In the end, if you give Magical Mystery Tour in its LP incarnation to an unsuspecting friend and ask him, «Is this a concept album or what?», he might well respond that it is — starting off with an invitation to explore the unknown, taking the listener to distant hills with fools, clouds spewing forth L. A. fog, eggmen and walruses, nostalgia mixed with fantasy, and finally culminating in the most bombastic anthem to L-O-V-E ever written. He might even remark that it is a concept album that is better grounded in reality than Sgt. Pepper, yet also more optimistic in its conclusions, with a happy grand finale as opposed to the mind-shattering explosion of ʽDay In The Lifeʼ. Then again, he may be more astute than that and guess the truth — that there is no concept here whatsoever — but I can only judge for myself, and I myself have always regarded the album as coherent, even if the Beatles themselves never intended such a coherence (and how could they, if the songs had been recorded all through the year?).
The album may be dominated by its colorful sleeve imagery — resplendent «yellow, orange and green», shooting stars, and the band in grotesque animal costumes (and we still have no true idea of who really was the walrus, no matter what John says) — and that, in turn, sometimes leads to the impression that they are now engaging in «psychedelia for kids», where Pepper was «psychedelia for adults». An impression that is not entirely untrue: from Paul's «fluffy» bits to John's ever increasingly demonstrated love for Lewis Carroll, there may be even more of those individual bits here that would make the album delightful for the little ones (and I never denied that it was the eye-and-ear-candy of MMT that led me to the Beatles as well). But, as it happens with every Beatles record, we have layers here — all sorts of.
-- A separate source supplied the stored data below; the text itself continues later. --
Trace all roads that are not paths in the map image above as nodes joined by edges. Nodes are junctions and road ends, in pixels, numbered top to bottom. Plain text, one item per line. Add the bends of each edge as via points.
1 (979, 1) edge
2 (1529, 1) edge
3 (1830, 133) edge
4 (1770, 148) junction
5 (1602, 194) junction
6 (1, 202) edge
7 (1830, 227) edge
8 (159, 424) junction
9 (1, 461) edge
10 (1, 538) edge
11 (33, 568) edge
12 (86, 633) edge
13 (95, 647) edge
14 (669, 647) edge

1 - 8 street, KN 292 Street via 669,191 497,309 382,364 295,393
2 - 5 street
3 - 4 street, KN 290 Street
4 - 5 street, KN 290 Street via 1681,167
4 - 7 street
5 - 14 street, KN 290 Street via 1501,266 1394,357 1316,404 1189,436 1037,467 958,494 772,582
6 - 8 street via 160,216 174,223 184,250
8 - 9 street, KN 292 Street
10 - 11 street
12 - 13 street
Musical, lyrical, ideological, personal, whatever. It's just another mini-world where leaping from tree to tree may be a goal in itself. And it is all the more admirable considering the hard, turbulent times when most of it was recorded — following up on Brian Epstein's death and all. With the father gone, you'd expect the kids to start growing up. Instead, they are making one of their kiddiest albums ever. Fascinating, right?